"Das Kapital" ist Karl Marx' wissenschaftliches Hauptwerk. Anders als etwa
das "Kommunistische Manifest" ist es kein Aufruf zur Revolution, sondern eine
äußerst umfangreiche, systematische und detailreiche Analyse und "Kritik der
politischen Ökonomie", so der Untertitel. Entsprechend lange hat Marx dafür
gebraucht: 15 Jahre arbeitete er allein am ersten Band. Marx versucht in
seiner komplexen Abhandlung hinter die versteckten Funktionsweisen des
Kapitalismus zu kommen. Dabei nähert er sich schrittweise über die Begriffe
der Ware, des Tauschwerts und des Gebrauchswerts seiner berühmt gewordenen
Arbeitswertlehre: Eine Ware, so Marx, ist so viel wert, wie die darin
"geronnene" Arbeitszeit.

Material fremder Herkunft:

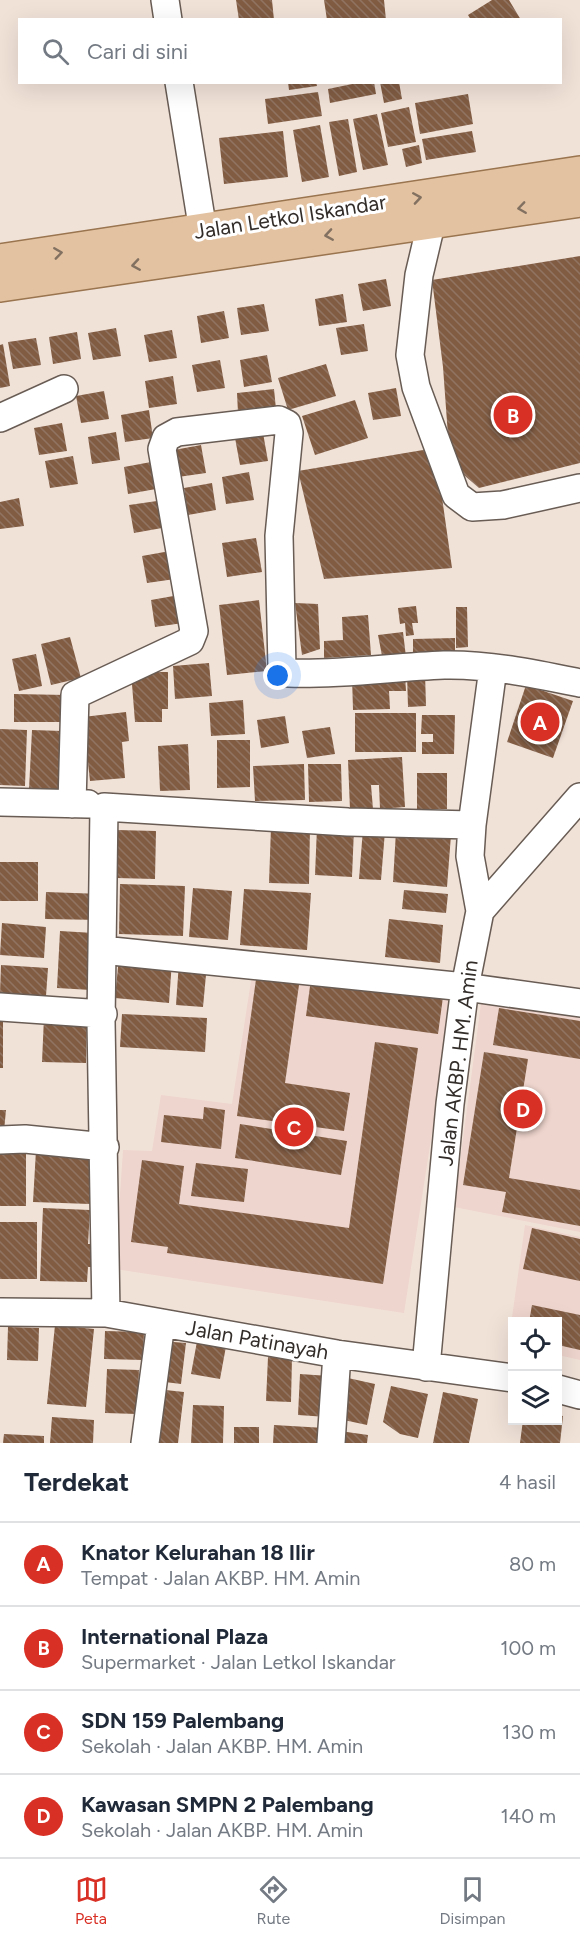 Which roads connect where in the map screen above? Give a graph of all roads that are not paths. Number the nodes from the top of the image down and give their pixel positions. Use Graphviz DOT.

Der Arbeiter muss, da er keine Produktionsmittel
besitzt, seine Arbeitskraft verkaufen, und zwar an die Kapitalisten, die
Maschinen und andere Produktionsmittel besitzen. Der Kapitalist will seine
Waren nicht verkaufen, um andere Waren erwerben zu können, sondern um sein
Geld zu vermehren. Das "geldheckende Geld", der kapitalistische
Akkumulationsprozess steht im Zentrum der Marx'schen Kritik. Die Auswirkungen
von Marx' Werk auf die Wissenschaften sind schon kaum zu überschätzen -
diejenigen auf die weit reichenden politischen Umwälzungen in großen Teilen
der Welt im 20. Jahrhundert in den kommunistischen Staaten erst recht nicht.